The business took off and before too long they had added a wine subscription business to their events and tastings. They shipped a box once a quarter and made an effort to curate the box around the tasting preferences of subscribers instead of just using it as a place to dump overstock or clearance inventory.

The quarterly shipments depended on a year-long original commitment, after which time they often saw churn around 30%, but since they had a solid stream of new subscribers through their retail location, that core continued to build up.

Laura’s first job was at McDonald’s and she very much took to heart the lesson of creating written manuals that would enable people of high school age and intelligence to run key business functions. While high schoolers obviously couldn’t help with a wine bar, she kept the same principles in place and advocates for every single role in a business to be clearly articulated in written form. It’s short-term “pain” with lasting value.

She believes that everyone in the business has to be replaceable, not just for running a business, but for eventually selling it, something she always considers when creating a new venture.

“It’s Time”

Often the end can come suddenly. A business owner can wake up one day and realize he/she is mentally done and needs to sell. Less ideally, people can go through a personal crisis and be forced to sell. In this particular case it was more of the former: Laura’s husband hit his 50th birthday and realized he didn’t want to work at a wine bar anymore, even at the 15-20 hours a week he was working.

For her part, Laura had started to get more speaking requests around entrepreneurship and leadership and realized she would like an exit that would allow her to pursue that as well.

After experience selling more than half a dozen businesses, they opted to list the business on BizBuySell and had three different serious interactions in which she required not just an NDA but the unusual additional requirement of a noncompete, as the market in Sedona had significantly changed since they were the first mover in the space back in 2005.

Last Call

One of the potential buyers made it far enough into the process for a site visit, and Laura and her husband discovered that there was a lifestyle motivation as well: the couple looking to purchase lived in Washington State, with hundreds of rain days a year, and were looking to move to sunny Arizona anyway.

The Art of Wine had been sliced up into different business lines, primarily to give Laura a bit of negotiating. She knew the inventory would be worthless to them once they sold, so she held it as a bargaining chip should they need to push the deal over the line (they could “throw in” the inventory).

However, they discovered that the nonexistent regulation when the company was started in 2005 had developed at the same pace as the burgeoning Arizona wine industry. That meant the new owners would need a liquor license, something Laura and her husband never needed because they were grandfathered in.

That meant telling the buyers that they needed to spend $20k to acquire a license before the sale closed. For their part, Laura and her husband simply deducted that $20,000 from the selling price to make sure they were offering a like-for-like scenario: the business would have been on a completely different footing if they couldn’t serve wine at events.

Thankfully all went well and The Art of Wine was successfully handed off to new owners grateful to change their climate in addition to their income stream.
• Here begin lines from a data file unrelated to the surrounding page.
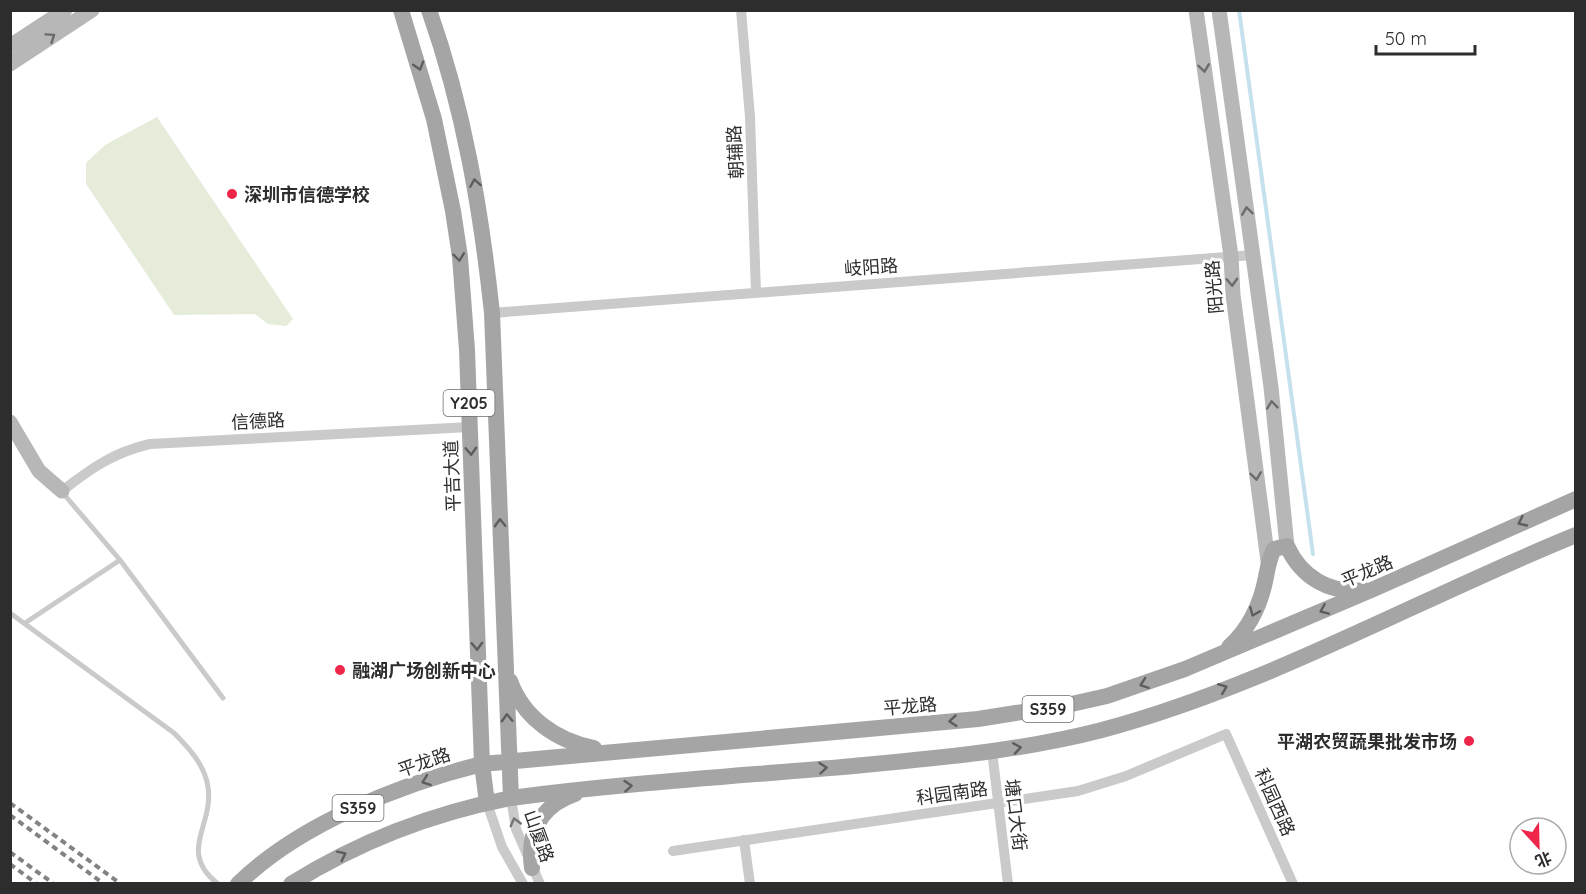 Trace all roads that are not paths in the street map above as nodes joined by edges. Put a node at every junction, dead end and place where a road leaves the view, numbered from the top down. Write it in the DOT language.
graph roads {
  1 [pos="65,10"];
  2 [pos="92,10"];
  3 [pos="401,10"];
  4 [pos="429,10"];
  5 [pos="741,10"];
  6 [pos="1196,10"];
  7 [pos="1219,10"];
  8 [pos="10,46"];
  9 [pos="10,64"];
  10 [pos="1252,255"];
  11 [pos="1231,256"];
  12 [pos="756,293"];
  13 [pos="492,313"];
  14 [pos="11,424"];
  15 [pos="470,427"];
  16 [pos="62,491"];
  17 [pos="1575,499"];
  18 [pos="1575,535"];
  19 [pos="1287,546"];
  20 [pos="120,560"];
  21 [pos="1268,561"];
  22 [pos="1376,588"];
  23 [pos="10,613"];
  24 [pos="25,623"];
  25 [pos="1215,656"];
  26 [pos="506,666"];
  27 [pos="223,698"];
  28 [pos="1226,734"];
  29 [pos="612,751"];
  30 [pos="992,751"];
  31 [pos="509,760"];
  32 [pos="482,764"];
  33 [pos="586,790"];
  34 [pos="510,798"];
  35 [pos="487,802"];
  36 [pos="998,803"];
  37 [pos="744,840"];
  38 [pos="673,851"];
  39 [pos="532,868"];
  40 [pos="242,880"];
  41 [pos="218,884"];
  42 [pos="291,884"];
  43 [pos="523,884"];
  44 [pos="540,884"];
  45 [pos="750,884"];
  46 [pos="1008,884"];
  47 [pos="1293,884"];
  1 -- 8 [label="street"];
  9 -- 2 [label="street, one-way"];
  3 -- 15 [label="main road, 平吉大道 / Y205, one-way"];
  13 -- 4 [label="main road, Y205, one-way"];
  5 -- 12 [label="street, 朝辅路"];
  6 -- 11 [label="street, 阳光路, one-way"];
  10 -- 7 [label="street, one-way"];
  10 -- 11 [label="street, 岐阳路"];
  19 -- 10 [label="street, one-way"];
  11 -- 12 [label="street, 岐阳路"];
  11 -- 21 [label="street, 阳光路, one-way"];
  12 -- 13 [label="street, 岐阳路"];
  26 -- 13 [label="main road, Y205, one-way"];
  14 -- 16 [label="street"];
  15 -- 16 [label="street, 信德路"];
  15 -- 32 [label="main road, 平吉大道 / Y205, one-way"];
  16 -- 20 [label="lane"];
  17 -- 22 [label="main road, 平龙路 / S359, one-way"];
  30 -- 18 [label="main road, S359, one-way"];
  19 -- 21 [label="main road"];
  19 -- 22 [label="main road"];
  20 -- 24 [label="lane"];
  20 -- 27 [label="lane"];
  21 -- 25 [label="main road, one-way"];
  22 -- 25 [label="main road, 平龙路 / S359, one-way"];
  23 -- 24 [label="lane"];
  24 -- 41 [label="lane"];
  25 -- 29 [label="main road, 平龙路 / S359, one-way"];
  26 -- 29 [label="main road"];
  31 -- 26 [label="main road, Y205, one-way"];
  28 -- 36 [label="street, 科园南路"];
  28 -- 47 [label="street, 科园西路"];
  29 -- 31 [label="main road, 平龙路 / S359"];
  33 -- 30 [label="main road, S359, one-way"];
  30 -- 36 [label="street, 塘口大街"];
  31 -- 32 [label="main road, 平龙路 / S359"];
  31 -- 34 [label="main road, Y205"];
  32 -- 35 [label="main road, 平吉大道 / Y205"];
  32 -- 40 [label="main road, 平龙路 / S359, one-way"];
  33 -- 34 [label="main road, S359"];
  33 -- 39 [label="main road"];
  34 -- 35 [label="main road, S359"];
  39 -- 34 [label="street, 山厦路, one-way"];
  42 -- 35 [label="main road, S359, one-way"];
  35 -- 43 [label="street, 山厦路"];
  36 -- 37 [label="street, 科园南路"];
  36 -- 46 [label="street, 塘口大街"];
  37 -- 38 [label="street, 科园南路"];
  37 -- 45 [label="street"];
  39 -- 44 [label="street, 山厦路"];
}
As always, there are lots of lessons here, but we will focus on three:

  1. What might new owners need? When they went to sell, they found out a buyer would need a liquor license and thankfully there was one available for sale, but if there hadn’t been, the deal would have been substantially altered or possibly dead in the water. Keep track of changes that you personally might not need to be compliant with but a buyer would. 
  2. Add a subscription line of revenue. While subscription businesses are second-nature now, they weren’t when The Art of Wine first got started. How might you add on subscription revenue to your existing business or one you are looking to acquire?
  3. Don’t wait. When you are “done” with a business, your team members will notice soon enough. Don’t wait to put an action plan in motion…a plan that you come up with long before you find you’re “done.”